Unfortunately that opens us also to an additional threat - there's now more opportunity to lose our money when someone pretends to be us. With the right pieces of key information, it's possible for someone to access our accounts and money.

So In this post I'll be sharing some tips to help protect yourself from identity theft.

For physical documents and IDs:

  • List down all the IDs, ID numbers, and Account numbers you have (from your employer, all government issued IDs you have, from banks and any other financial institution, utility companies like electricity, water, cable)
  • Make sure you are the only one with access to the list. If that's impossible don't make the list and just remember; or use codes/mnemonics.
  • The list is to make sure that you can properly account for all of them.
  • For the things that are not in use but you need to keep a copy of (statement of accounts, contracts, certificates, maybe even pay slips) keep them locked away in a safe, metal box, or cabinet. Make sure it's fire and water proof, for peace of mind.
  • For other documents that have limited use (receipts, billing statements) keep a copy of the last two month's and destroy the rest.
  • When destroying them, make sure the identifiers (account numbers, address, full name, etc.) are cut to pieces and will not be readable anymore. Shredding helps, but the usual shredders just cut them to strips. To be more cautious, cut them yourself in irregular patterns or into very small confetti-like pieces.
  • Keep only often-used cards in your wallet. This is usually your payroll ATM and credit card. If you don't drive, remove your driver's license from your wallet.
  • Keep all your other cards in a place where only you have access to.
  • You can have a separate card wallet/holder in your bag (if you're relatively sure it's not liable to just get snatched) or keep them in a locked drawer at home (or in the safe/metal box with the other important papers).

For online documents:

  • Do not let your computer's browser save passwords. You'll have to remember them yourself.
  • You may keep a list somewhere if memorizing is not your strong suit. But make sure the list is secure. 
    • If it's in a file, make sure it's encrypted or password-protected. 
    • Or write it in a way that does not make sense to anyone else. 
    • Or write in a way that it doesn't look like usernames and passwords.
  • Use a strong password.
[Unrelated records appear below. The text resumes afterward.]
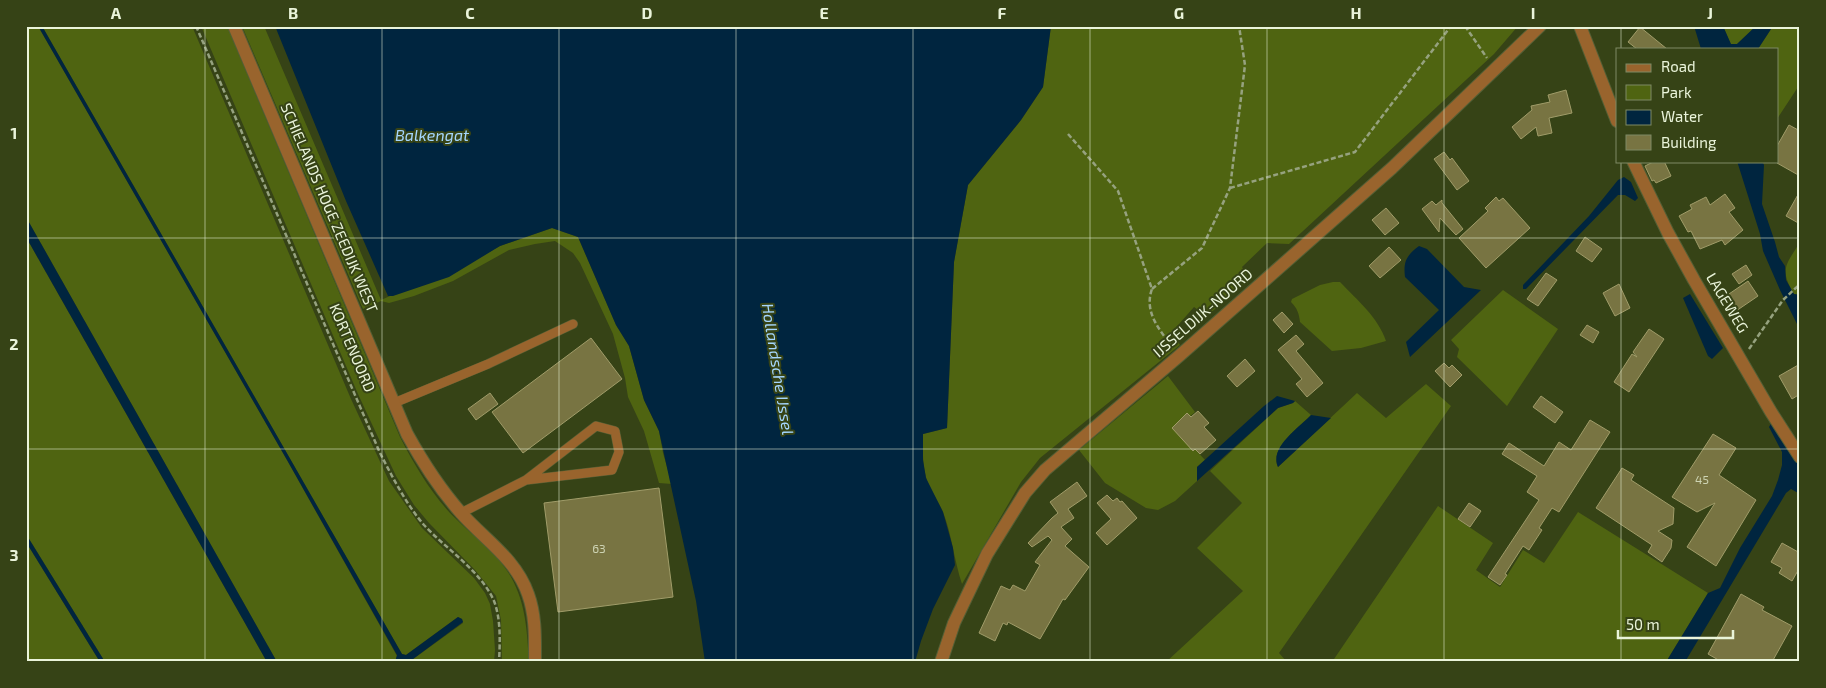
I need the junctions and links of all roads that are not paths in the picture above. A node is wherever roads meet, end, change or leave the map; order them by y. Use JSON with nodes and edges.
{"nodes":[{"id":1,"x":234,"y":26,"type":"edge"},
{"id":2,"x":1540,"y":26,"type":"edge"},
{"id":3,"x":1580,"y":26,"type":"edge"},
{"id":4,"x":1616,"y":118,"type":"edge"},
{"id":5,"x":1634,"y":162,"type":"edge"},
{"id":6,"x":573,"y":324,"type":"dead end"},
{"id":7,"x":394,"y":403,"type":"junction"},
{"id":8,"x":1796,"y":452,"type":"edge"},
{"id":9,"x":526,"y":480,"type":"junction"},
{"id":10,"x":461,"y":513,"type":"junction"},
{"id":11,"x":535,"y":662,"type":"edge"},
{"id":12,"x":941,"y":662,"type":"edge"}],
"edges":[{"from":1,"to":7,"type":"street","name":"SCHIELANDS HOGE ZEEDIJK WEST"},
{"from":2,"to":12,"type":"street","name":"IJSSELDIJK-NOORD"},
{"from":3,"to":4,"type":"street"},
{"from":5,"to":8,"type":"street","name":"LAGEWEG"},
{"from":6,"to":7,"type":"lane"},
{"from":7,"to":10,"type":"street","name":"KORTENOORD"},
{"from":9,"to":9,"type":"lane"},
{"from":9,"to":10,"type":"lane"},
{"from":10,"to":11,"type":"street","name":"KORTENOORD"}]}
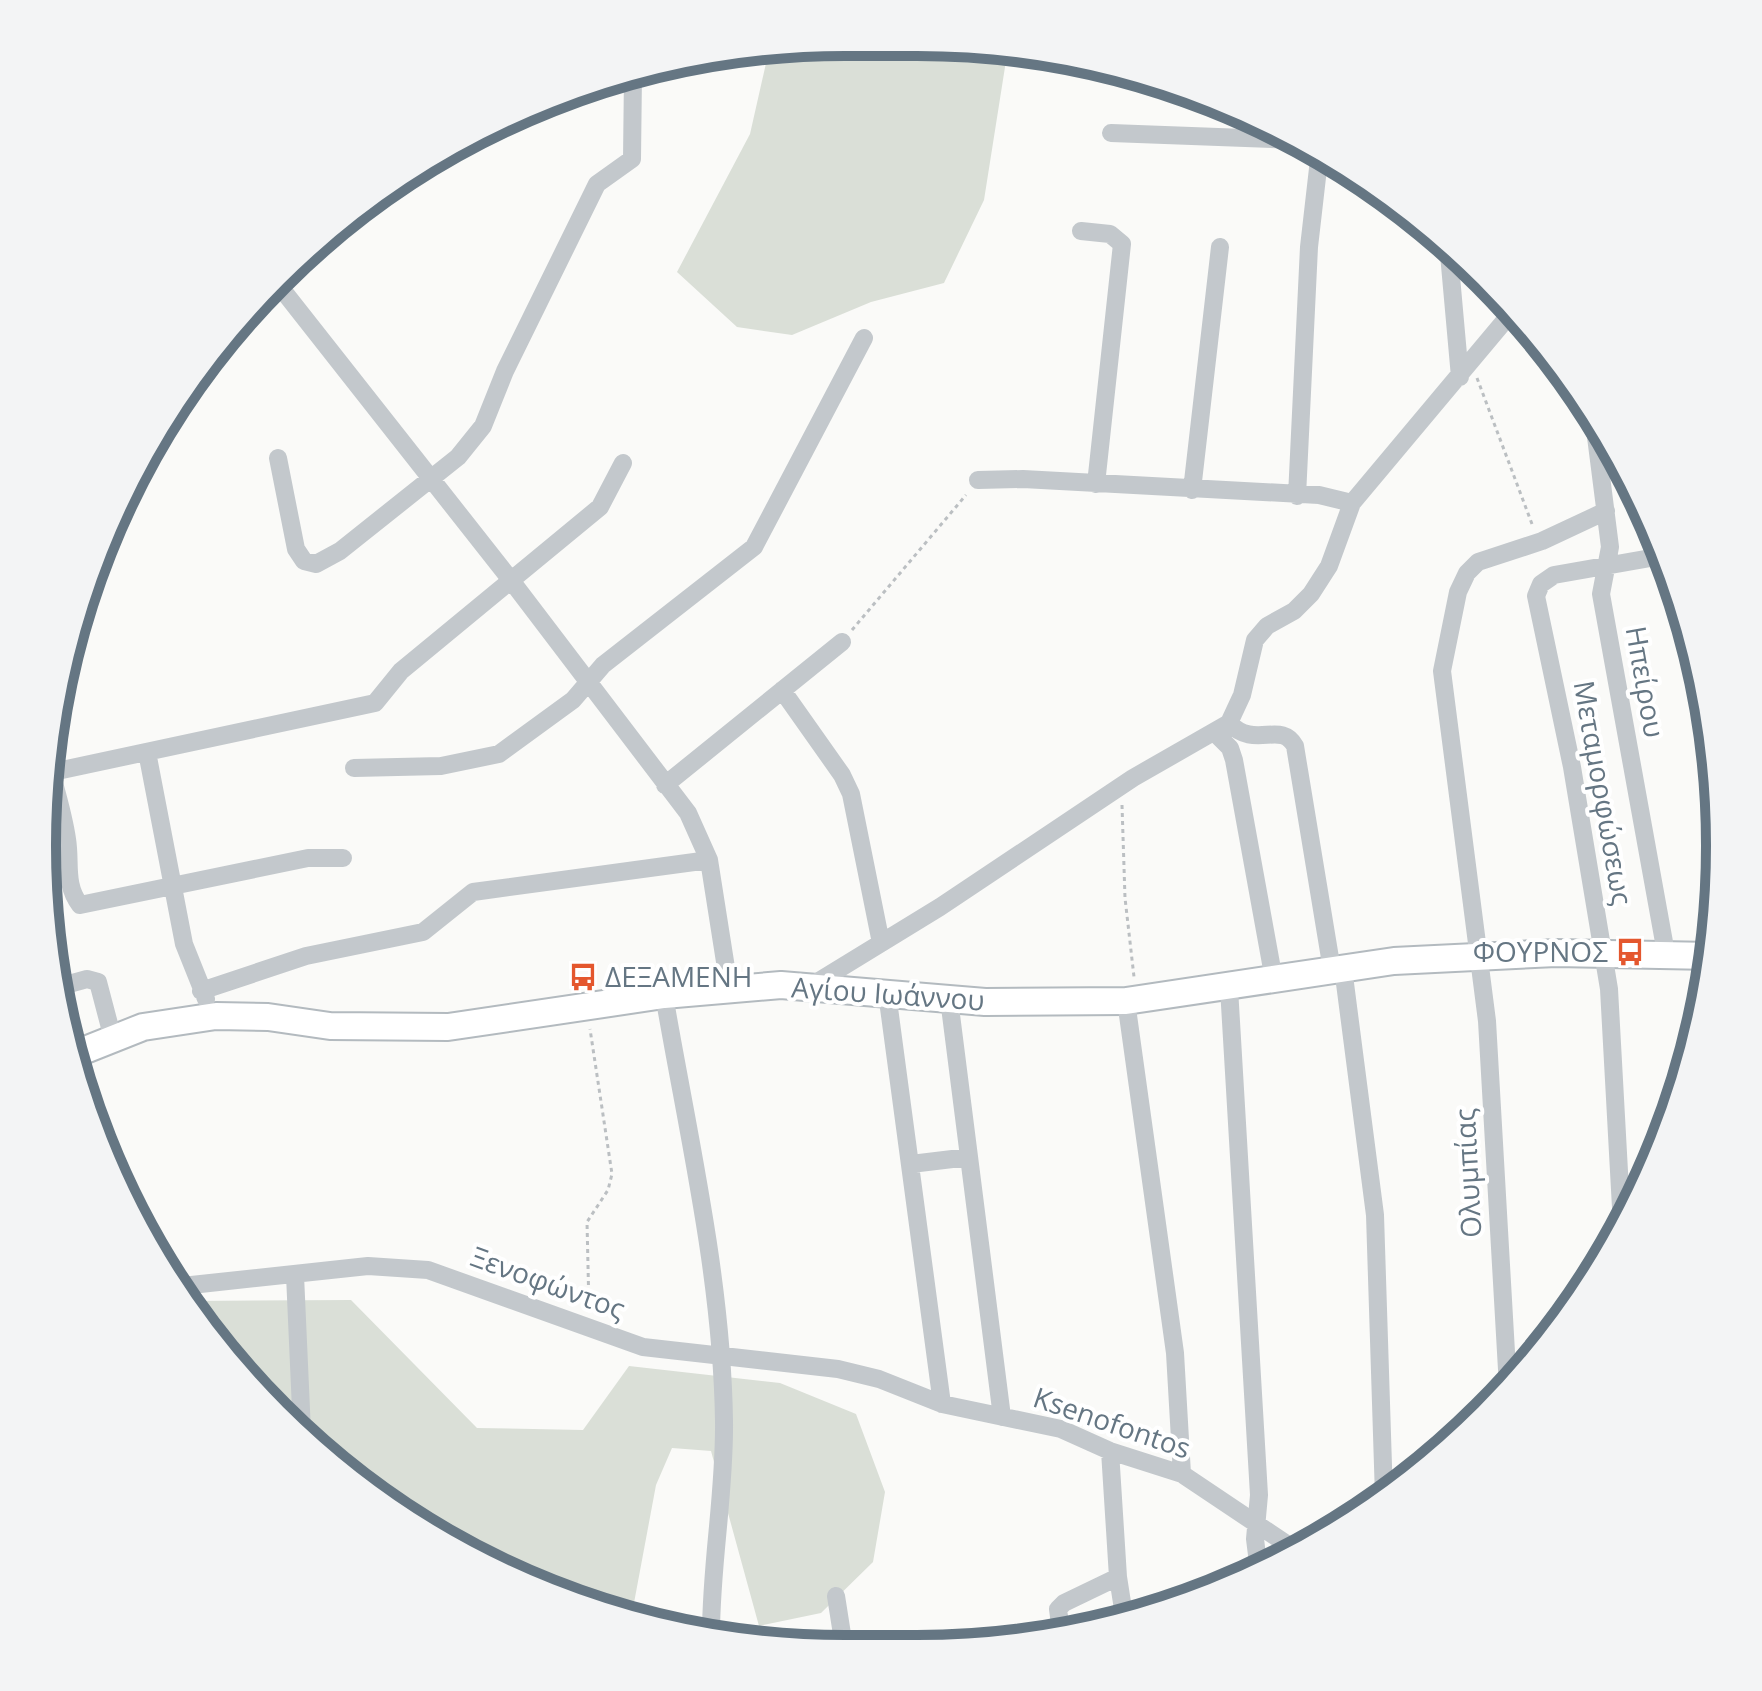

Not an "obvious" choice like birthdays or anniversaries. But something that has recall value to you. And use a mix of small and capital letters, numbers and special characters. Example: 
    • pA$$w0rdKotoNO! 
    • M4K4L!mut@nK0k4y4T0?! 
  • (Obviously, since I wrote that online in plain view of everyone, they're a bad choice now. But the principle/style is still valid)
Also, regularly check your accounts (savings, checking, investments, SSS, etc.) and make sure there and no suspicious activities. Weekly or Monthly seems a good timeline. Quarterly is ok too but maybe stretching it. I know we’re talking about prevention, but an account can still be in some sort of danger without someone getting your username and password - at least not in a way that was because of your lack of effort or preparation.

Have a contingency plan or list of steps to do if the worst happens.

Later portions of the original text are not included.